There have been so many thrills and deeply satisfying experiences in this trip that it is hard to distill the essence. As I crouch on the side deck rebedding a cap-rail I am watching Bernard and Elian, 27 year cruising veterans , getting ready to sail back to France. Quietly, methodically, without the need of much talk, they go through a many times rehearsed protocol of preparation. It takes more than a day but as they draw closer to a departure time they exude a simple confidence in their boat, their skills, their ability to exert control over almost anything that may occur. To a small degree we have done this also and watching them I am envious, for within these parameters you know that you come close to self reliance. Within a contemporary "in the system" life this is impossible. There is so much beyond our control, dependant as we are on entities too large to relate to and too complicated to comprehend. It is empowering to immerse oneself in a life where preparation, experience, attention to detail and a modicum of luck define completely the outcome of choices you make.
This blog was started as a way to keep family and friends appraised of our travels and we have been fortunate to gather a fair readership with more than one hundred and fifty visits most weeks. The vitality of the comments and other communications has made the whole exercise most enjoyable. We have been encouraged to attempt to use the blog as a basis for a book and may succumb to that vanity if we can gain a clear vision of a narrative structure that might help avoid the final iteration being grossly dull. To find a publisher the blog readership is an asset, but since no one wants to read of our trials and tribulations in Deltaville we must now bring this to a close. A mailing list of readers would be something concrete so if you have even a slightest interest in a book (or if you don't) please send us a contact e-mail (to richardcross686@gmail.com) which we promise to use only to harass you in the future to buy our tome. Any comments and suggestions would also be welcome and listened to.
By making the leap and getting out there we have come to better realize, mostly through the repeated kindness of strangers, that no matter where you are, the world is full of modest strong people doing their best for families and friends. The realization has been heartwarming.

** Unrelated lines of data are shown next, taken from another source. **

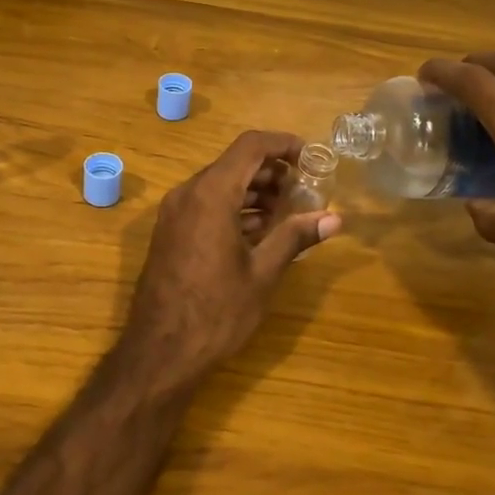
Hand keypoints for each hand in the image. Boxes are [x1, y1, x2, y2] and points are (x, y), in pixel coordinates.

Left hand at [117, 131, 342, 388]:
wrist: (160, 351)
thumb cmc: (216, 311)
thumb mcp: (262, 273)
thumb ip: (295, 237)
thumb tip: (334, 219)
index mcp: (211, 194)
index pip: (250, 146)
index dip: (283, 144)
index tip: (311, 157)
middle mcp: (188, 194)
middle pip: (234, 164)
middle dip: (272, 172)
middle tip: (304, 192)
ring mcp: (174, 213)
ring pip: (219, 184)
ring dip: (253, 191)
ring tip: (287, 214)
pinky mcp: (170, 232)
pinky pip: (205, 204)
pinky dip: (233, 208)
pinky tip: (258, 232)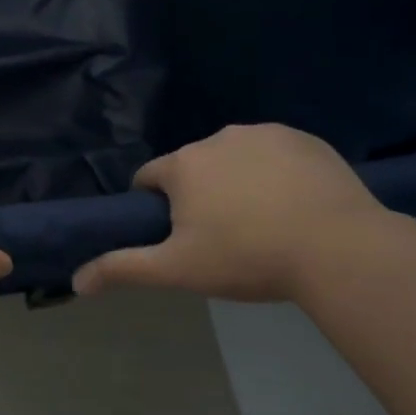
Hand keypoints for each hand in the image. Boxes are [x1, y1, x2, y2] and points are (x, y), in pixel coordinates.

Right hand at [72, 124, 395, 301]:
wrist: (338, 248)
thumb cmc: (247, 258)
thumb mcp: (178, 271)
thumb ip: (123, 269)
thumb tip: (76, 281)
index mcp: (183, 165)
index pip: (149, 178)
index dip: (155, 207)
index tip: (177, 236)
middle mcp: (217, 138)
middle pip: (193, 167)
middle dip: (199, 194)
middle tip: (223, 237)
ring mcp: (263, 134)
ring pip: (234, 158)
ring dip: (236, 181)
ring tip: (264, 223)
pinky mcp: (303, 138)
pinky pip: (275, 153)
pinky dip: (275, 172)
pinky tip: (294, 205)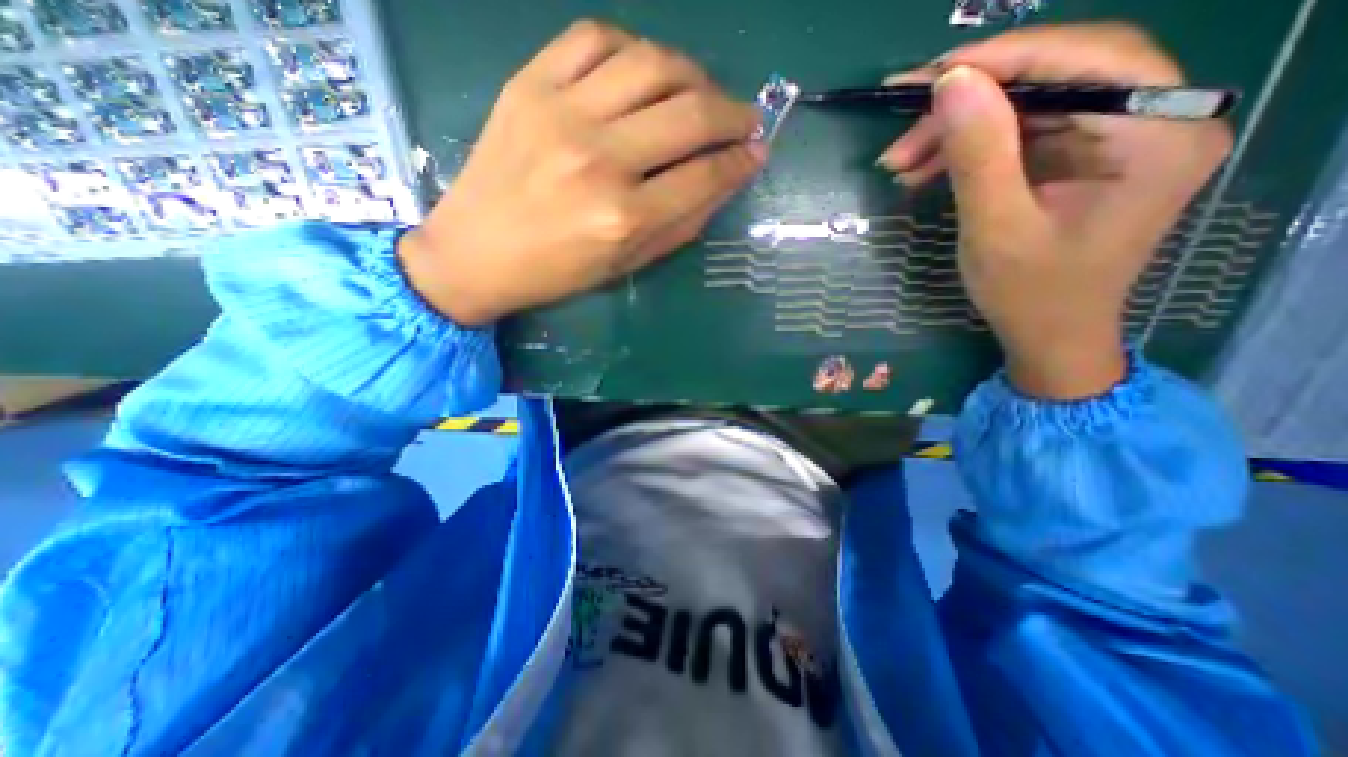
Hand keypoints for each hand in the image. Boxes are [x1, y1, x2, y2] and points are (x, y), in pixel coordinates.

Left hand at [397, 18, 762, 326]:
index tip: (758, 152)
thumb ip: (682, 222)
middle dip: (733, 113)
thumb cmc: (558, 271)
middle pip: (689, 113)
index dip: (741, 161)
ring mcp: (561, 113)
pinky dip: (633, 50)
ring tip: (702, 94)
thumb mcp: (629, 263)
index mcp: (624, 217)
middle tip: (744, 119)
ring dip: (693, 74)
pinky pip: (595, 38)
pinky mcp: (529, 84)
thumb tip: (727, 177)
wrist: (477, 252)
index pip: (705, 174)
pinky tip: (644, 74)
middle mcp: (600, 159)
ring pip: (652, 63)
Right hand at [876, 21, 1230, 397]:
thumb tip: (950, 82)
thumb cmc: (1029, 293)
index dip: (1002, 59)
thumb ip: (979, 153)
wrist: (1048, 335)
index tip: (929, 78)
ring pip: (1026, 106)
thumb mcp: (996, 227)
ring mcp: (1114, 138)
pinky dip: (967, 149)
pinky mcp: (1080, 158)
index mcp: (1158, 133)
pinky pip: (1019, 134)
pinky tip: (923, 170)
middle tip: (900, 134)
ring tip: (900, 163)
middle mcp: (1153, 119)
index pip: (1083, 60)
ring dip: (956, 130)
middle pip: (1052, 79)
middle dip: (967, 103)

The End, or is it just the beginning?

18 June 2010 | Deltaville, VA
VC

I have been asking myself this question rather frequently of late. Our physical journey with our beloved boat "Mandy" seems to have come to an end. Our spiritual bond with her, not so. We wince when we have to talk about selling her and it brings a lump to the throat looking through our Picassa albums in this cruising blog. After we have finished Mandy's facelift, she may not sell and in a couple of years it is conceivable we will begin again. Or the end of this cruise may be the beginning of a whole new journey for her with some one else.

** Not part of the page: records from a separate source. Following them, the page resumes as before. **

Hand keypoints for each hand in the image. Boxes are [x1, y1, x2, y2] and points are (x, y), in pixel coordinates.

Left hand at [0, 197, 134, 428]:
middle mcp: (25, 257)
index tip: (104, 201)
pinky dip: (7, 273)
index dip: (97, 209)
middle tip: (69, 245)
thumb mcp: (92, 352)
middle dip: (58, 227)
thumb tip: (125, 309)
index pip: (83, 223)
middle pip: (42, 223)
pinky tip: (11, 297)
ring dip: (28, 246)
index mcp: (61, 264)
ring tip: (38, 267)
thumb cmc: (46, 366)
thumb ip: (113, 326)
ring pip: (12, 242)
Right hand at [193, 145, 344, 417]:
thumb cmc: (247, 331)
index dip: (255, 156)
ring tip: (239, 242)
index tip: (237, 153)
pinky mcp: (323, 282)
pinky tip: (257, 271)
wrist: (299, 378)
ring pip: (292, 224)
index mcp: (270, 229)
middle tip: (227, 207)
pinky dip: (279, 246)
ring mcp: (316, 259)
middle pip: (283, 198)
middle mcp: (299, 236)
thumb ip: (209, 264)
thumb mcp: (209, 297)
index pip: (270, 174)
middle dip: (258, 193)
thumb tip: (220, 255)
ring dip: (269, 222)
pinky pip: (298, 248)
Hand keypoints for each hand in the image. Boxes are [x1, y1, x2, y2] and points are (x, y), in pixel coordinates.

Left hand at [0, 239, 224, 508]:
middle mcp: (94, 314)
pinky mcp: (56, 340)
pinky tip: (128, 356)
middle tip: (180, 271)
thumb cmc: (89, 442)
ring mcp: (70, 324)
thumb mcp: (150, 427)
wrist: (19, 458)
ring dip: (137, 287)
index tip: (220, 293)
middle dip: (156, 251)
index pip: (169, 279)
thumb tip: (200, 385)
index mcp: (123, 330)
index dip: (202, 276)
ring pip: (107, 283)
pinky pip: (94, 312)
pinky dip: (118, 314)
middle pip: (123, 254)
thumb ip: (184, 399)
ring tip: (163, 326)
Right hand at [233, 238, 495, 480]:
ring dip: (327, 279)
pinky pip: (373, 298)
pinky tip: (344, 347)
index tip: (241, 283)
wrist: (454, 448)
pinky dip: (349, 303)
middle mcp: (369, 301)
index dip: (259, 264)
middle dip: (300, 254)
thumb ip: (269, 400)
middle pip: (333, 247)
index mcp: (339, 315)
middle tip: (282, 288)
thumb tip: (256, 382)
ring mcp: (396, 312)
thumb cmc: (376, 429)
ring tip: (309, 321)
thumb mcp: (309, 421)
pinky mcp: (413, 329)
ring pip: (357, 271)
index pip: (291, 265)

We are at the bitter end of our "cruising kitty" which has driven us back into the job market. I am still writing and selling articles for cruising magazines, and along with the hard work of stripping and re-painting the boat, I am working part time as a Chef at a local restaurant. A career I started, and turned away from at the beginning of my adult life.

My father's life came to an end last week and of course I have been dwelling on his spirit and where it may have wandered. He was a wanderer in life and I have to think that if there is any thing afterwards, he is still on the loose on fresh ground.

In the cruising life we have had to get used to beginnings and endings of close relationships. The cruising community is as fluid as mercury. We have met couples along the way with whom we have bonded like family, and sometimes spent as much time on their boats as we did on ours. But there is the certainty that there will come a day that one of you will depart on a different course, weepy good byes ensue and another ending is reached.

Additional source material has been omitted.